Nordio ha lavorato in magistratura per 40 anni tondi ma non è mai stato parte della “governance” togata. Non vanta presenze negli organi direttivi dell’Anm, non è mai stato consigliere Csm, e anzi coi probiviri dell’Associazione ebbe, a inizio anni Novanta, un ormai celebre scontro per le proprie valutazioni sul pool di Mani pulite. Ma l’attuale guardasigilli sente profondamente l’appartenenza alla magistratura in quanto tale. Lo ribadisce spesso. E starà a lui far valere questo sentimento, questa sua intima appartenenza all’ordine giudiziario come elemento di rassicurazione e garanzia. A Bari, una settimana fa, il ministro della Giustizia ha offerto un’intensa testimonianza del rapporto con il mondo da cui proviene.

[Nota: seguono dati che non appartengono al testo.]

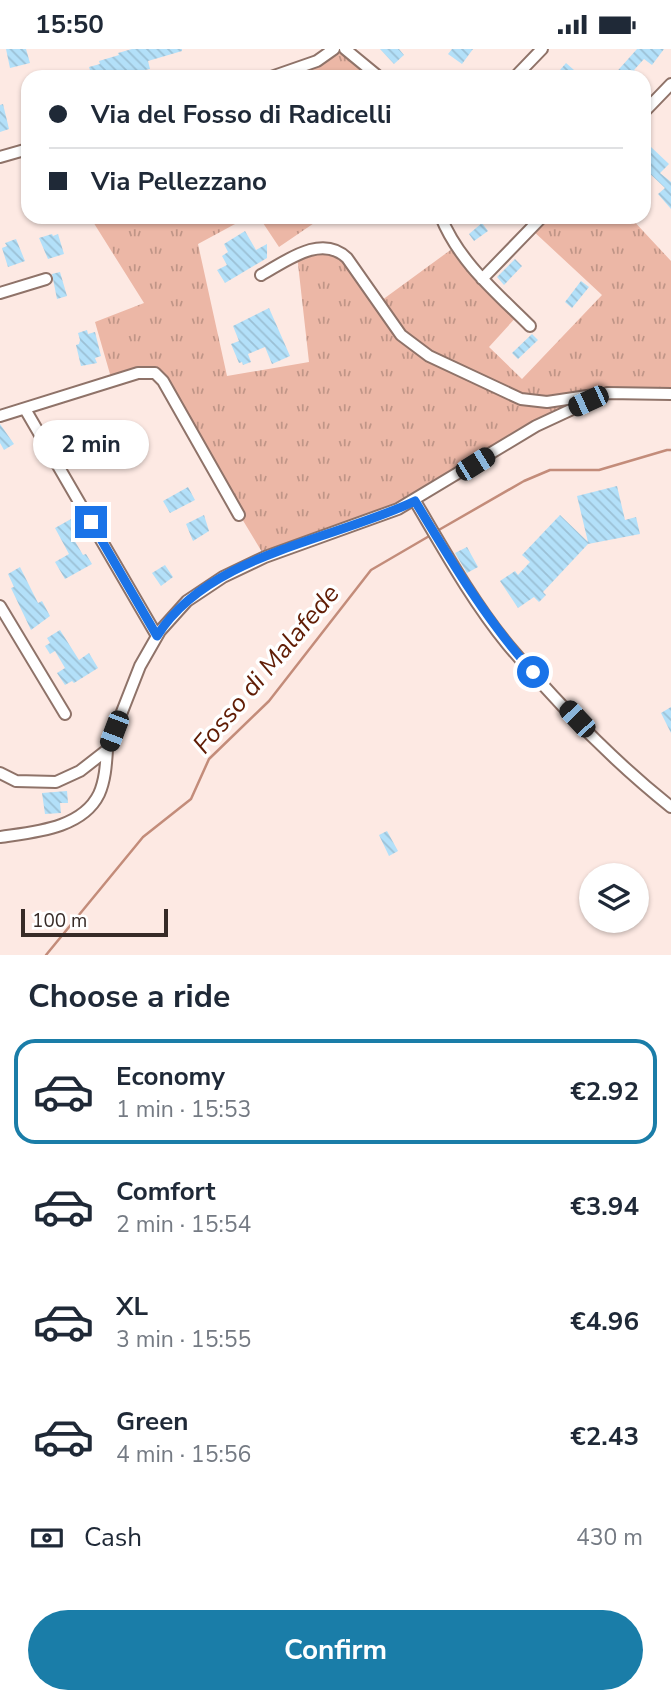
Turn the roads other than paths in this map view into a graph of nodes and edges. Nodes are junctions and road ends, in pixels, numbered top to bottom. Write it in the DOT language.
graph roads {
  1 [pos="334,49"];
  2 [pos="345,49"];
  3 [pos="542,49"];
  4 [pos="290,70"];
  5 [pos="370,70"];
  6 [pos="522,70"];
  7 [pos="671,84"];
  8 [pos="651,105"];
  9 [pos="21,151"];
  10 [pos="0,157"];
  11 [pos="444,224"];
  12 [pos="535,224"];
  13 [pos="261,275"];
  14 [pos="46,279"];
  15 [pos="482,279"];
  16 [pos="0,293"];
  17 [pos="530,326"];
  18 [pos="607,393"];
  19 [pos="671,394"];
  20 [pos="24,409"];
  21 [pos="0,416"];
  22 [pos="415,501"];
  23 [pos="239,515"];
  24 [pos="0,606"];
  25 [pos="157,636"];
  26 [pos="65,714"];
  27 [pos="107,750"];
  28 [pos="0,773"];
  29 [pos="671,807"];
  30 [pos="0,837"];
  1 -- 4 [label="street"];
  2 -- 5 [label="street"];
  3 -- 6 [label="street"];
  7 -- 8 [label="street"];
  9 -- 10 [label="street"];
  11 -- 15 [label="street"];
  12 -- 15 [label="street"];
  13 -- 18 [label="street"];
  14 -- 16 [label="street"];
  15 -- 17 [label="street"];
  18 -- 19 [label="street"];
  18 -- 22 [label="street"];
  20 -- 21 [label="street"];
  20 -- 23 [label="street"];
  20 -- 25 [label="street"];
  22 -- 25 [label="street"];
  22 -- 29 [label="street"];
  24 -- 26 [label="street"];
  25 -- 27 [label="street"];
  27 -- 28 [label="street"];
  27 -- 30 [label="street"];
}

È intervenuto in Corte d’appello per la cerimonia in cui l’aula
della prima sezione è stata intitolata a Eustacchio Sisto, avvocato, padre del viceministro della Giustizia Francesco Paolo.
«Vorrei ribadire, nonostante le polemiche che si sono succedute in questi ultimi mesi, che la mia venerazione per l’autonomia e l’indipendenza della magistratura è assoluta e incondizionata», ha detto Nordio. Ha insistito sul concetto: ha spiegato di vivere il «rispetto» e la «venerazione» per l’ufficio del magistrato a prescindere dalle «differenze nella interpretazione e nell’elaborazione di leggi che possono essere difformi a seconda dell’indirizzo politico, confermato dalla democrazia elettorale». Ma quel sentimento persino di deferenza verso la toga resta, tanto più, ha aggiunto il guardasigilli, per chi come lui l’ha indossata «per oltre 40 anni, spero con dignità e onore». Allo stesso modo Nordio ha ribadito - nel suo intervento al fianco del presidente della Corte d’appello di Bari Franco Cassano e dell’ «amico Sisto» - di appartenere a una «famiglia di avvocati», giacché hanno esercitato la professione legale suo padre e suo zio: «Sono particolarmente sensibile alle istanze del mondo forense, però potrei dire che sono per metà avvocato ma interamente magistrato».
Nella cerimonia è stato intenso e naturalmente commosso anche l’intervento di chi, come Sisto, ha invece raccolto il testimone del papà avvocato, come lo stesso viceministro ha ricordato: il numero due di via Arenula ha ripercorso la vicenda del genitore che «lavorava come apprendista meccanico in un opificio per la raffineria del petrolio, e nemmeno poteva studiare, se l’avessero scoperto coi libri sarebbe stato licenziato. Doveva nascondersi, poi ha preso la laurea magistrale, quindi quella in Legge ed è diventato un penalista e un maestro per generazioni di avvocati».
Nordio ha ascoltato, partecipe della storia rievocata dall’ «amico Sisto», sospeso anche emotivamente fra magistratura e avvocatura, ma «devoto», per ragioni diverse, a entrambe. Un coinvolgimento che può tramutarsi in vulnerabilità così come in una speciale capacità di dialogare con entrambe le parti del sistema giustizia. E già oggi, nel tavolo a via Arenula, Nordio dovrà iniziare a mettere a frutto questa sua doppia appartenenza.